WHAT IS NEEDED. Would you please copy every line below that includes the string "dead"?

Stored data entries
════
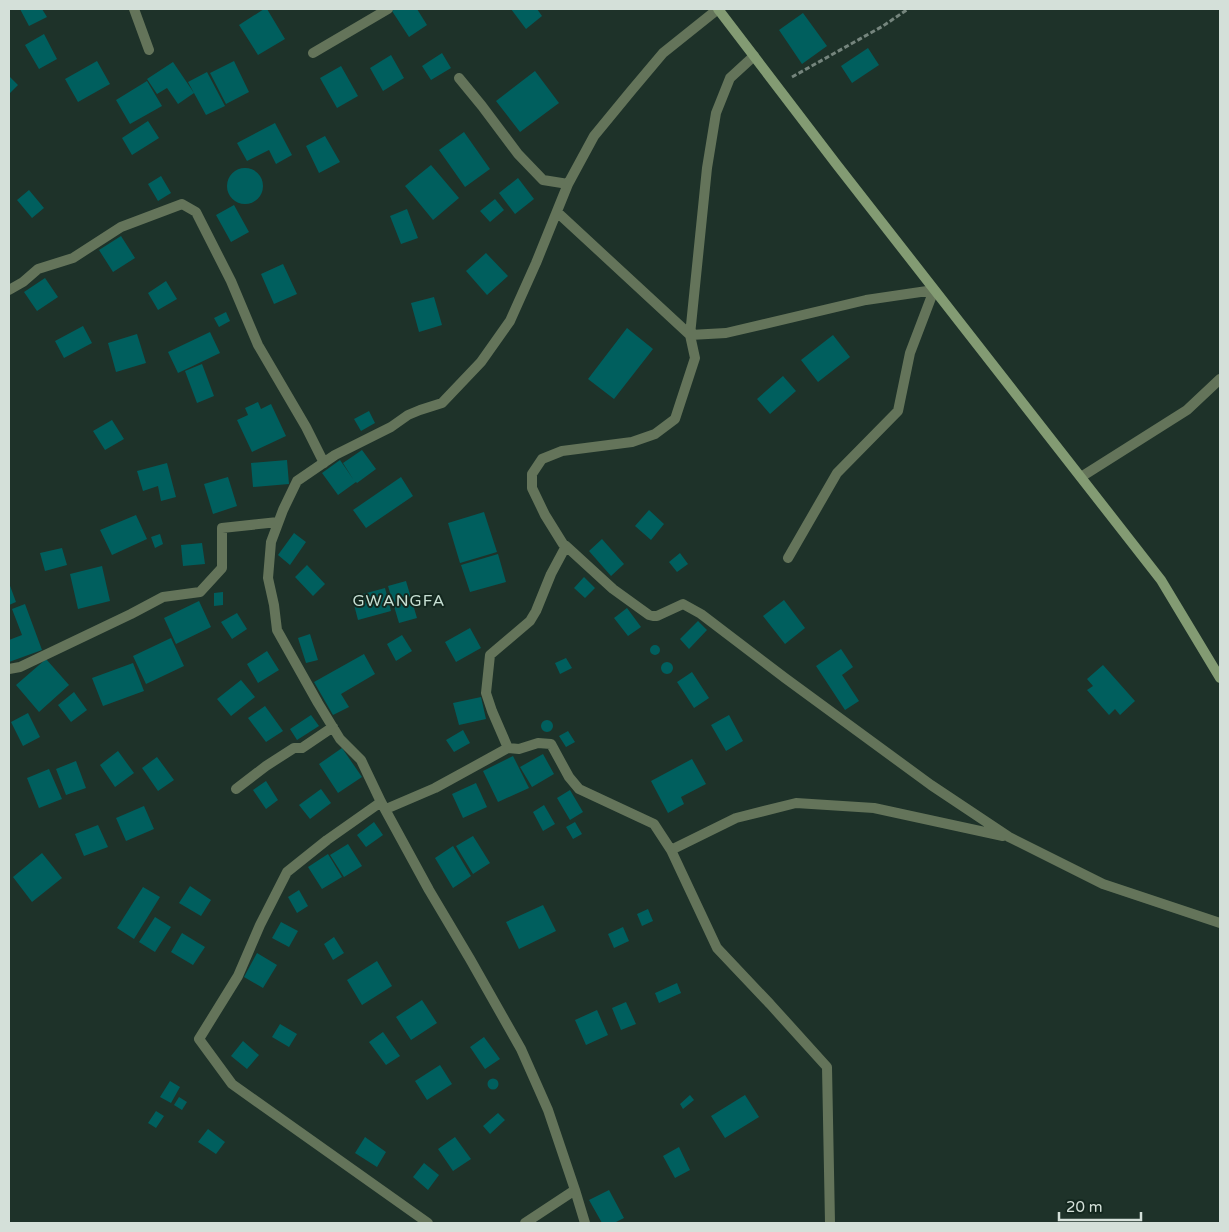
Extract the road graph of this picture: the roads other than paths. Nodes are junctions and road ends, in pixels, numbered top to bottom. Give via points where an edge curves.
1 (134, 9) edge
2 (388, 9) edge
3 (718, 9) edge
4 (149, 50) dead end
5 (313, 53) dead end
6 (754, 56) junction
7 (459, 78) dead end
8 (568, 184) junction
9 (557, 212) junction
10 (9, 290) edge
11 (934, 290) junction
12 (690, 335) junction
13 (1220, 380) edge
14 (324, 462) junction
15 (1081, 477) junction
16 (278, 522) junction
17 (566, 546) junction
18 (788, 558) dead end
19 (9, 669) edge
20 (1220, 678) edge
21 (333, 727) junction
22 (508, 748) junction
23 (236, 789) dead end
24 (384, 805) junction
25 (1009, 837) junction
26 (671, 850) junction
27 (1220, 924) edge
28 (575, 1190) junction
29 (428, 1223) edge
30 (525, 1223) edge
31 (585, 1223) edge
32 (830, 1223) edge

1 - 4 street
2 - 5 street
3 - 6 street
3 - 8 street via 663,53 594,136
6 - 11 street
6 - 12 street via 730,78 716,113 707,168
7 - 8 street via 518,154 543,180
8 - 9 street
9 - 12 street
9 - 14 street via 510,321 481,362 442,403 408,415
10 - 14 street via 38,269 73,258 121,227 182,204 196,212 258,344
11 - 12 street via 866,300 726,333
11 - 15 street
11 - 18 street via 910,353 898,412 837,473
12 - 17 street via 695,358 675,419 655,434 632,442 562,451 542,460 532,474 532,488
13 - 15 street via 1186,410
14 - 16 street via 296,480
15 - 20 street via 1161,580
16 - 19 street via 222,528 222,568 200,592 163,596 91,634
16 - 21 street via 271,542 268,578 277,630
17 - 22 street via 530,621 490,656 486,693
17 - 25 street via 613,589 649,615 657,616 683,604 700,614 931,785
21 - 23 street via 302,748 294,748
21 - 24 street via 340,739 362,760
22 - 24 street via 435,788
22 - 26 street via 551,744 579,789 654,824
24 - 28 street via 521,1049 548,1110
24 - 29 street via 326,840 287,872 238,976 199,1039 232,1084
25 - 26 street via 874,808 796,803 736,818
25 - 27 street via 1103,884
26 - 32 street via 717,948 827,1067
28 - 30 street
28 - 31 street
════
RESULT OF THE TASK.
4 (149, 50) dead end
5 (313, 53) dead end
7 (459, 78) dead end
18 (788, 558) dead end
23 (236, 789) dead end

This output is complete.